1) During the day impose your self to BEAR OR TO DO something unpleasant that there is no reason to do or TO SUFFER it, which is not harming for you or for any one else (and no illegal) and which will have a specified by you time to be completed. ( Be reasonable and dont lead your self to exhaustion . ) You can repeat this for as many times you want in 2 different forms :

A) be present in a annoying state of emotion or sensation while you do something that you know is triggering it..BE 100% PRESENT FOR 1 MINUTE OR MORE IN YOUR FEAR OR PANIC ...OR HOLD YOUR BREATH see how long you can stand despite the urge of increasing anxiety ..be reasonable do not overdo it .. look in web what is a normal time of holding the breath with no side effects , Or for example do not scratch an itching ...imagine when you are swept a drop tinkling your nose and focus to bear the annoying feeling without trying to wipe the drop...OR CUT A PIECE OF HAIR AND TINKLE YOUR SENSITIVE UNDER NOSE AREA or postpone while you are thirsty to drink water . ...take the glass down from your hand and drink it after completing a task or postpone to pee while you are in hurry until you do a small task for 4-5 minutes.  B) make a commitment to do something that needs effort in an area you avoiding usually and THERE IS NO REASON TO DO IT AND IMPOSE YOUR SELF TO COMPLETE THE TASK JUST BECAUSE YOU DECIDED IT WITHOUT ANY OTHER REASON. For example impose your self to suddenly vacuum the house while is already clean.....or to do 5 minutes demanding workout just in order to stress your self with fatigue and be capable to be present there in the annoying sensations, or stop and talk to the person you usually avoid to talk because it triggers you fear or other annoying sensations and feelings, or make a cold shower or in summer dive into the sea straight away no slowly slowly. Use your fantasy to find your own exercises. PASS THE STRENGTHENING POWER OF WILL TO THINGS THERE ARE REASON TO DO ACCORDING YOUR VALUES AND GOALS IN LIFE.

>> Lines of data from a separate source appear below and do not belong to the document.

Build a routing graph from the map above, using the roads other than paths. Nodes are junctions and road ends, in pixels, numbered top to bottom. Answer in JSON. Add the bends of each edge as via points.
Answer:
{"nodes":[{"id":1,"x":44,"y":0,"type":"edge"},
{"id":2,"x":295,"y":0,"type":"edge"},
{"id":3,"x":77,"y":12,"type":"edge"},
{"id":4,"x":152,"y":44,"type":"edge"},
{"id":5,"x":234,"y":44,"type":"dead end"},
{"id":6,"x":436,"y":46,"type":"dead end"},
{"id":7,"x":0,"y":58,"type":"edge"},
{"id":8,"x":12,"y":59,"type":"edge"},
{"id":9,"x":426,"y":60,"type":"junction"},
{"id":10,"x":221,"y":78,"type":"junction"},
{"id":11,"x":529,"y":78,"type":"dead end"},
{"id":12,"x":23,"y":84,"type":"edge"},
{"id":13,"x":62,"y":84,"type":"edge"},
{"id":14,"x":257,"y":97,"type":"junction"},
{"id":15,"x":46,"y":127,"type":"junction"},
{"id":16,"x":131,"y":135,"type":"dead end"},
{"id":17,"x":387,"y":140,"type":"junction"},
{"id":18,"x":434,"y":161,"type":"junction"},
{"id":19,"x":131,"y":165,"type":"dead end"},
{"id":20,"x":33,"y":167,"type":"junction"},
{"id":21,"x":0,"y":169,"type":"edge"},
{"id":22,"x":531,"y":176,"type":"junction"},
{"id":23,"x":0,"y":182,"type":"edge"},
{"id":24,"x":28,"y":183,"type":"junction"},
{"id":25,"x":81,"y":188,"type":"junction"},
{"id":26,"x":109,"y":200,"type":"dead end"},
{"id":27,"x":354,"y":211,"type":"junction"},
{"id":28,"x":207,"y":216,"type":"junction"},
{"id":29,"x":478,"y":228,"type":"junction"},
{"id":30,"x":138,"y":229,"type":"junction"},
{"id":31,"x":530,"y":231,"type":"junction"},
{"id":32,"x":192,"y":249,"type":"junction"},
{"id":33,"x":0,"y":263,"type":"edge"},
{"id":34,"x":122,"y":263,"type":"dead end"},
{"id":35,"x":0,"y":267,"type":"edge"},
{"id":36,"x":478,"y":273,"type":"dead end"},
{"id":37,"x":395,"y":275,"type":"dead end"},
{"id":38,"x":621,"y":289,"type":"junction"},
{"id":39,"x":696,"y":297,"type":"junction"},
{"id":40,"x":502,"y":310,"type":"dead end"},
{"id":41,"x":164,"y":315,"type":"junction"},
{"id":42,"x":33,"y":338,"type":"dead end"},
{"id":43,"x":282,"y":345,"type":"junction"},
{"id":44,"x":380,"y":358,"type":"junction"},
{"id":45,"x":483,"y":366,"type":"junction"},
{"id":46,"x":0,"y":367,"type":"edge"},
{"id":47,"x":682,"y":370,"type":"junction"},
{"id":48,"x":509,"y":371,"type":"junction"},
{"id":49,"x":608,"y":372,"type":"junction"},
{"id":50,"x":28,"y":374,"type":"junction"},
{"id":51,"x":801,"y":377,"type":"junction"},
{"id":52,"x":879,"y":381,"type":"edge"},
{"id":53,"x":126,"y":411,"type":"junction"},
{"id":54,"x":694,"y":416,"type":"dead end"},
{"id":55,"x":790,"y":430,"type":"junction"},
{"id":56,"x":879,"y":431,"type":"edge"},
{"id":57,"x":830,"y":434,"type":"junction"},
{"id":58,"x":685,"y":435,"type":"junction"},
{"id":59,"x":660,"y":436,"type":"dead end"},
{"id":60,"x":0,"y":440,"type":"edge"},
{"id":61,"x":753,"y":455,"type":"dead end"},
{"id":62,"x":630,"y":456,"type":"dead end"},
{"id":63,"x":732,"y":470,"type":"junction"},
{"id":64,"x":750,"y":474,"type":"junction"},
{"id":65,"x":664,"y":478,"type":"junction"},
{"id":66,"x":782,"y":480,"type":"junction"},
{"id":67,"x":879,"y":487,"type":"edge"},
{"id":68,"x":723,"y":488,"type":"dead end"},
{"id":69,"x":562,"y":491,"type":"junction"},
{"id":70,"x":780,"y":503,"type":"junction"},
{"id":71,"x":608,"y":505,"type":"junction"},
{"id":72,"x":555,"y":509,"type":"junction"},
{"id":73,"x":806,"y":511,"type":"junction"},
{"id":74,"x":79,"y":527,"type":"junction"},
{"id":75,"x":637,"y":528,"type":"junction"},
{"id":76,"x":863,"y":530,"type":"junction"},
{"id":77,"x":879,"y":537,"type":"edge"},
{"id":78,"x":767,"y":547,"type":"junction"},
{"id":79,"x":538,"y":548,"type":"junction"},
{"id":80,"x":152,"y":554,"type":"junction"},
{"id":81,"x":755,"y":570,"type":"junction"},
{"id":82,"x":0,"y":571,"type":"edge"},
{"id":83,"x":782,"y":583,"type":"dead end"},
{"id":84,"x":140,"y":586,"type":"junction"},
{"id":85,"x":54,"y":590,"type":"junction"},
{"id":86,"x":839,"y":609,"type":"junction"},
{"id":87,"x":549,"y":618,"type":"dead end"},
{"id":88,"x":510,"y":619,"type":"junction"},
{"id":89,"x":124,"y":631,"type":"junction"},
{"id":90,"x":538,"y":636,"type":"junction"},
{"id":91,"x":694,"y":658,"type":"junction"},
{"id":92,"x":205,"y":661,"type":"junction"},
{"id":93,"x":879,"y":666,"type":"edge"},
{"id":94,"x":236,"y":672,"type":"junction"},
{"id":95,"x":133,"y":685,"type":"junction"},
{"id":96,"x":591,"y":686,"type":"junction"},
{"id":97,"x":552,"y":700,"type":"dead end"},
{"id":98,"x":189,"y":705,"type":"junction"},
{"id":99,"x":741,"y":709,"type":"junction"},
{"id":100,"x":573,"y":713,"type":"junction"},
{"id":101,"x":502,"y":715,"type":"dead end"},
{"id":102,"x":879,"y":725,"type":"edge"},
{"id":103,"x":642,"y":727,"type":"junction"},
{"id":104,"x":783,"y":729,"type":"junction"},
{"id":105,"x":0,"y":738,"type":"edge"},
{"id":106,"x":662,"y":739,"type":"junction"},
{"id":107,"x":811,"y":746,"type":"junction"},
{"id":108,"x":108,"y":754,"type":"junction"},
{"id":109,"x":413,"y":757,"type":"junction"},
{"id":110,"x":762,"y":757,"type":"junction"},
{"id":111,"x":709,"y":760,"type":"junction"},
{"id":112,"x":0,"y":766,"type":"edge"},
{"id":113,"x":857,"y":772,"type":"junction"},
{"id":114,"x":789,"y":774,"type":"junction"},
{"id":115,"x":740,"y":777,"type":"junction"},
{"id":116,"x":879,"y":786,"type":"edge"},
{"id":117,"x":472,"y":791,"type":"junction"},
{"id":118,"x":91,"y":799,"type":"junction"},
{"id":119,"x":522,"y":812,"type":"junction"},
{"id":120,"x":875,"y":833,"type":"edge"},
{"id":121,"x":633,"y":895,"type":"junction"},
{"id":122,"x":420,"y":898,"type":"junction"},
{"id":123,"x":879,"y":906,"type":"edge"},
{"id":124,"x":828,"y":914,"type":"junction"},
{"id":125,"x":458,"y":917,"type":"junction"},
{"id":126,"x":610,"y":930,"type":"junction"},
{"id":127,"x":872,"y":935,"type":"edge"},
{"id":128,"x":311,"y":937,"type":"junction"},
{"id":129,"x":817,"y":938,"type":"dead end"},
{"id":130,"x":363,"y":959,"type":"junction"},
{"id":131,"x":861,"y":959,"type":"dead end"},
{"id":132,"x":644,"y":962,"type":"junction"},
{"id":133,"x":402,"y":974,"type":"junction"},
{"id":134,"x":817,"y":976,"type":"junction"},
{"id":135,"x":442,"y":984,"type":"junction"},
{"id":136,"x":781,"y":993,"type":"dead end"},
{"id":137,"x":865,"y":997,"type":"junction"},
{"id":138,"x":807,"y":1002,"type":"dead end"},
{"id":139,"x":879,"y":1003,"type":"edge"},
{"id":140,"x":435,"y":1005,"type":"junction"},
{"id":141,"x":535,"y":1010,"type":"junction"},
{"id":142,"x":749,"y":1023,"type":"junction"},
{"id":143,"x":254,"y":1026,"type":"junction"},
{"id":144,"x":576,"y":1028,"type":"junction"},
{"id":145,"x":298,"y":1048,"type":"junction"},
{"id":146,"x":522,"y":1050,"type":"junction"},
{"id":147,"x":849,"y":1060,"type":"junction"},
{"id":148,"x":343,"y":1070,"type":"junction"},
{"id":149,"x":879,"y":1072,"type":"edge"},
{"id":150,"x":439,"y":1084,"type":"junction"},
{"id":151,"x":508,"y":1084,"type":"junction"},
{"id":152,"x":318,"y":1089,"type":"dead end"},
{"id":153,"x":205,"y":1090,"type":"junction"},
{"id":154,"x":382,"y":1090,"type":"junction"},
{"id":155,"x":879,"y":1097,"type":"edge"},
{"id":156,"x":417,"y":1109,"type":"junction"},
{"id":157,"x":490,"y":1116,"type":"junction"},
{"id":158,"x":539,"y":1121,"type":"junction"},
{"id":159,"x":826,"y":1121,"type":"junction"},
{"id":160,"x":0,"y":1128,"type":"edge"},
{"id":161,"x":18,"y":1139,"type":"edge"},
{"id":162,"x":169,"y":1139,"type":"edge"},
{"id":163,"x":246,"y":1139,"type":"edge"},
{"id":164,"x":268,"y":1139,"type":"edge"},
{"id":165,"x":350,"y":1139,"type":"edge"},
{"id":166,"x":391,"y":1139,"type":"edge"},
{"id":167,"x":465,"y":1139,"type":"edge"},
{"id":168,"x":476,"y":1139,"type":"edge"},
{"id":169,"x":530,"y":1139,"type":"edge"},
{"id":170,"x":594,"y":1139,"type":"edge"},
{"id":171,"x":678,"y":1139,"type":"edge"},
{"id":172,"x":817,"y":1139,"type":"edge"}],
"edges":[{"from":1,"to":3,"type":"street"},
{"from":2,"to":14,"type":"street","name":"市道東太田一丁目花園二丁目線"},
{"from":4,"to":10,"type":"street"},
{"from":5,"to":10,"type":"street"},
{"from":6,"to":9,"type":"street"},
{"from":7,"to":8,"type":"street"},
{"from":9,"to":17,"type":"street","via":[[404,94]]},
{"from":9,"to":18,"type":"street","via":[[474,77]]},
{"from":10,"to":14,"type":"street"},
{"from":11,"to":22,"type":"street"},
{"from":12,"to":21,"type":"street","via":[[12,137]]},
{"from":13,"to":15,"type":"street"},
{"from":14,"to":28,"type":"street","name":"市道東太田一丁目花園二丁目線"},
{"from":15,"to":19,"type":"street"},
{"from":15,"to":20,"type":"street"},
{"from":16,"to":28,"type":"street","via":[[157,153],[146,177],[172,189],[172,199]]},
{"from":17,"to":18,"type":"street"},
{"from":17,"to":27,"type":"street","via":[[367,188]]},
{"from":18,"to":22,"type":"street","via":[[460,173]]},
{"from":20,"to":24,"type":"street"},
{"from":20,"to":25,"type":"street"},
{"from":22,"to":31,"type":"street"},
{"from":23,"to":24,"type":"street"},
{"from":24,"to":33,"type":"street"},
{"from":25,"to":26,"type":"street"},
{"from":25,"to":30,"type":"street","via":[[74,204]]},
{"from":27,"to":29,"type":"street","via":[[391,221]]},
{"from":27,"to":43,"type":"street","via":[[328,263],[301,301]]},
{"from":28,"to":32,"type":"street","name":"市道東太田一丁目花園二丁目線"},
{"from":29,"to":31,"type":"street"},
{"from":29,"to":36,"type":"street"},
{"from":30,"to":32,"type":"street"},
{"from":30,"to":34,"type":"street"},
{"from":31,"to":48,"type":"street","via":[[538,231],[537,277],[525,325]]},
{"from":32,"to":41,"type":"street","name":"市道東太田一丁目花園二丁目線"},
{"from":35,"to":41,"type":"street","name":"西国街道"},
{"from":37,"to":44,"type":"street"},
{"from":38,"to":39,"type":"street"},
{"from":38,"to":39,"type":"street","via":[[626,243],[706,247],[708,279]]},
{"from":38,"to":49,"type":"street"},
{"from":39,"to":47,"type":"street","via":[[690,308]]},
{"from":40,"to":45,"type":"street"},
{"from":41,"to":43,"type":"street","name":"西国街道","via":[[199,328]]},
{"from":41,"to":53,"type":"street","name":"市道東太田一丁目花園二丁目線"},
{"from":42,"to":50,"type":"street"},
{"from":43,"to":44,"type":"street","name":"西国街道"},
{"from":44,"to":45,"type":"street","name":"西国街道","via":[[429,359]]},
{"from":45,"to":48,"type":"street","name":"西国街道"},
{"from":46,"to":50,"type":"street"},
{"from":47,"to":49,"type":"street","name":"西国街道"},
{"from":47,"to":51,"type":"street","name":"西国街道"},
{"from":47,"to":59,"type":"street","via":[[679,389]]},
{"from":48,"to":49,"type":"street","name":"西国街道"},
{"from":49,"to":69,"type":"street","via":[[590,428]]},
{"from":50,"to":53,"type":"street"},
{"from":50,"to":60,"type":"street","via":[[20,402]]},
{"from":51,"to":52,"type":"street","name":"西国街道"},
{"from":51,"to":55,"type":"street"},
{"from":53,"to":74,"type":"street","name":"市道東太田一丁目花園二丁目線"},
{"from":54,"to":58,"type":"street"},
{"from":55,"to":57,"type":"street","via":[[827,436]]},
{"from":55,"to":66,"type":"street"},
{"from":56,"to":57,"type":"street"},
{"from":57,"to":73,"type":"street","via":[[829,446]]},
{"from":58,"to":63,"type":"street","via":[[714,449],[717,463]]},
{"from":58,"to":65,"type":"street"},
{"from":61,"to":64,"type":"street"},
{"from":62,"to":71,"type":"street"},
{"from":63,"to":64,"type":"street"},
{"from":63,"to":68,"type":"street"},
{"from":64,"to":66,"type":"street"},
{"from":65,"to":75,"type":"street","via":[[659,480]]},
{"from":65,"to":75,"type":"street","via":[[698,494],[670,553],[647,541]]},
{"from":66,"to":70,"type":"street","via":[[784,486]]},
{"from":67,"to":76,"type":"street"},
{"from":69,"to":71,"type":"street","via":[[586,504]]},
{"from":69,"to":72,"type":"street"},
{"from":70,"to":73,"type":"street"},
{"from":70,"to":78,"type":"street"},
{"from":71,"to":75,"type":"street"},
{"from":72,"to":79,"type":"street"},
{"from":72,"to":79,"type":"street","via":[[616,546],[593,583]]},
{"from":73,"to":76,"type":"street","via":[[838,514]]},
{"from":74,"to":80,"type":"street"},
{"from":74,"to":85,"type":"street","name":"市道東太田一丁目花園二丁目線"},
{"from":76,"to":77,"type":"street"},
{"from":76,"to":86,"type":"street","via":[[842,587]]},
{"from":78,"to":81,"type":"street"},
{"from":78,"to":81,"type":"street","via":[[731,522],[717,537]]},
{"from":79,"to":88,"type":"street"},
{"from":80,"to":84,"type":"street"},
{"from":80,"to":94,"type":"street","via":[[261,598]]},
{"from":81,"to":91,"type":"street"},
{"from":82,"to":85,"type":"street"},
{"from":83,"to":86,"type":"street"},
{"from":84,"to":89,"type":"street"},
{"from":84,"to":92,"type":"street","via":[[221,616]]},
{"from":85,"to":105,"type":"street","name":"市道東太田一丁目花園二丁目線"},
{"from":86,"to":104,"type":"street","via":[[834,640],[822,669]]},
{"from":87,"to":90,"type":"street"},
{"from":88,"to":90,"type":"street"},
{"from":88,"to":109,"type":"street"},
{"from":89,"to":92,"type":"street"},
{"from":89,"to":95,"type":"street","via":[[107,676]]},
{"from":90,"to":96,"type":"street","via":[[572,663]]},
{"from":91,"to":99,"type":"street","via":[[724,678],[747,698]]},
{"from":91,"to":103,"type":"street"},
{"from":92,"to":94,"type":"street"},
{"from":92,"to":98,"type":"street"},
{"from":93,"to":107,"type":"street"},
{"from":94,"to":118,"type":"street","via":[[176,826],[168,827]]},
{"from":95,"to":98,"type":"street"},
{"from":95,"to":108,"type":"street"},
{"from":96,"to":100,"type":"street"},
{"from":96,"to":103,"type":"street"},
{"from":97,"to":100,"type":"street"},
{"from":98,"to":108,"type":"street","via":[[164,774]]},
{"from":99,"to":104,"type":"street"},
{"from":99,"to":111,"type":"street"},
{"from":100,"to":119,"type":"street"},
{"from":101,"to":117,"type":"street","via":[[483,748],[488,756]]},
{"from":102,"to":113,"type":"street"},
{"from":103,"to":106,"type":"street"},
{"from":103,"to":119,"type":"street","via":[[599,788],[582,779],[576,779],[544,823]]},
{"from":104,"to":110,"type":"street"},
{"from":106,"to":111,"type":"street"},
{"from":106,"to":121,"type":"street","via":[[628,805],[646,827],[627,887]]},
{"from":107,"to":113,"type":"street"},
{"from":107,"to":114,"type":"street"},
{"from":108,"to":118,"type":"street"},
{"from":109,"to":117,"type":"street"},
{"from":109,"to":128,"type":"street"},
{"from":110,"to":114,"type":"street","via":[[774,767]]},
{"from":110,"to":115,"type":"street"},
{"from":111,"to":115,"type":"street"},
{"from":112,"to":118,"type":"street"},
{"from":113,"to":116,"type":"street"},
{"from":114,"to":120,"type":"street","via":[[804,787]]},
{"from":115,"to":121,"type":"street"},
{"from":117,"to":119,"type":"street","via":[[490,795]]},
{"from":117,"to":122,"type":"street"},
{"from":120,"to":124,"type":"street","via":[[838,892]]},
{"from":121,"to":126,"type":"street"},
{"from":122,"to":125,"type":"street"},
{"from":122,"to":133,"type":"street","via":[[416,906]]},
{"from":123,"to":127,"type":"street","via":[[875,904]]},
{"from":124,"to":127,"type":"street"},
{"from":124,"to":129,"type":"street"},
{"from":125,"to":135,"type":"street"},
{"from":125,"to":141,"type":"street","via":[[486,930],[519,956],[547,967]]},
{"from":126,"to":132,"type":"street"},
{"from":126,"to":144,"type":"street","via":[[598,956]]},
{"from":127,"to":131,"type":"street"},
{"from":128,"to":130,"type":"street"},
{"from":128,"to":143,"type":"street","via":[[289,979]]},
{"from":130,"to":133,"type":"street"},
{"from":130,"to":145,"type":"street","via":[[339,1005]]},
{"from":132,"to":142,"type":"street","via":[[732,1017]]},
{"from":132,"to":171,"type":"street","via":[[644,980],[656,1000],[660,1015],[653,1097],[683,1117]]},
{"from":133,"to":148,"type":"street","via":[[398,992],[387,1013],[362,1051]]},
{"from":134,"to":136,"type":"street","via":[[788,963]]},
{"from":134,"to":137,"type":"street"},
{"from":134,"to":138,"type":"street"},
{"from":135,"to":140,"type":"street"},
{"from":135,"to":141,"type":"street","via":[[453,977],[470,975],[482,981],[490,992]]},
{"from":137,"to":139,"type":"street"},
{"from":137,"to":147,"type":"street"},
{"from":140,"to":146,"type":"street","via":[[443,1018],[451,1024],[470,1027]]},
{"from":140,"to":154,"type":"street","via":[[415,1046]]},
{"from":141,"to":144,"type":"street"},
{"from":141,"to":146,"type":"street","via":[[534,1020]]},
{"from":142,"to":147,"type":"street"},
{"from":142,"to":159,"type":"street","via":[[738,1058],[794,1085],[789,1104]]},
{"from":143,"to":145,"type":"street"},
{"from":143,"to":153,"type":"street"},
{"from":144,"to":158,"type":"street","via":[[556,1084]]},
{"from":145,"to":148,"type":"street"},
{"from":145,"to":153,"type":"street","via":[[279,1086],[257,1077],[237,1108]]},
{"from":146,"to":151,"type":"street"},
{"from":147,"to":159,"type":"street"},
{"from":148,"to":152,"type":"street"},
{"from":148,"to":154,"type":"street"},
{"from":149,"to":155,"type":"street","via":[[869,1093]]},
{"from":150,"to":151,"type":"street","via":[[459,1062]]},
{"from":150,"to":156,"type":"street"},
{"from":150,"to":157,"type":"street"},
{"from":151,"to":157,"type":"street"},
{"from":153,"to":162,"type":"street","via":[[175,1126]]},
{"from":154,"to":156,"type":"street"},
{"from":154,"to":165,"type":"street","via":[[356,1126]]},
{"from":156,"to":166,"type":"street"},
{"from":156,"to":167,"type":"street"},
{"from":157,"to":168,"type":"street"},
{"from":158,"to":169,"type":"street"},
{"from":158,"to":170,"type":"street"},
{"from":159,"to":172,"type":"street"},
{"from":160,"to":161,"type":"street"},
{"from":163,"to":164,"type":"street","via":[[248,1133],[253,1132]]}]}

WHY SHOULD YOU DO THESE EXERCISES? HOW IT WOULD HELP YOUR DP DR AND FEELINGS OF UNREALITY? OR PANIC?

If you impose your self to do such tasks and commit while there is no reason you will a) increase your power of will for doing tasks that you have reason but you are weak and lazy to do them ,. you will also increase by this the faith to your self that you are more capable to bear difficulties .2) you will become aware while you suffering that you are a center in your body that can be distant OBSERVER of any annoying trigger like panic or unreality etc. who is not enslaved in all this internal destruction so to do what the destruction command but a MASTER MIND .....and you will start have glimpses by this of a new sense of real self which you longing so much to find . 3) your focus attention will increase as you will be more capable to act despite the destructing inner or out annoying triggers . 4) Main reason of the awareness of the loss of your self is that this inner observer real self believes that he cannot stand annoying negative feelings like stress agony fear or fatigue and exhaustion AND HABITUALLY ESCAPES IN LANGUOR ...so when we are under such negative feelings and sensations this inner self is withdrawing in a numb sleepy state and lets the body to do what has to be done like a soul-less robot , or like a chariot which is running over a road near the cliffs and the fearful driver is falling asleep letting the horses do what ever they like so to avoid the stress. . The problem IS THAT THIS IS CREATING A NEW circle of ANXIETY BECAUSE THE REAL SELF STILL KNOWS THAT HE IS NOT ALERT IN HEAR AND NOW in control AND IS FEELING THAT BECAUSE THE CHARIOT HAS NO RIDER THERE HE IS in a continues DANGER . A NEW LEVEL OF AGONY = I DON'T CONTROL MY LIFE I AM IN DANGER I AM SLAVE OF WHAT EVER STUPID ESCAPING DESIRE OR FEAR I HAVE.

SO BY MAKING EXERCISES THAT IS INCREASING THE CAPABILITY OF YOUR NERVOUS SYSTEM TO BEAR STRESSFUL SENSATIONS AND FEELINGS AND THOUGHTS YOU CUT THIS VICIOUS CIRCLE OF INCREASING STRESS AND AGONY...BY KNOWING THAT YOU BECOMING STRONGER WITH MORE ABILITY TO HAVE CONTROL UNDER PRESSURE .........

ONLY IF YOU TRY AT LEAST FOR A WEEK YOU WILL SEE THE NEW SELF APPEARING IN YOU . THE BIG THINGS CAN BE ACHIEVED WITH MODEST PRACTICE IN LONG PERIODS...YOU DON'T LEARN PIANO PRACTICING DAY NIGHT FOR 2 WEEKS.....YOU WILL BURN YOUR MUSCLES AND TENDONS AND YOU WILL SINK IN DESPONDENCY BE PATIENT AND REASONABLE..

Enhance your practice with pray for power and wisdom from your Creator......!!!!!!!!

YOU NEED THIS ALCHEMY BELIEVE ME ...DON'T LEAVE THE BEST PLAYER (YOUR HIGHER SELF =GOD ) OUT OF THE GAME ) . LIKE IF YOU ARE A FLOWER AND YOU NEED THE "BEE" TO COME FROM OUTSIDE AND TO POLLINATE YOU SO TO BECOME CAPABLE TO BEAR FRUITS = START "BEE-ING"


----------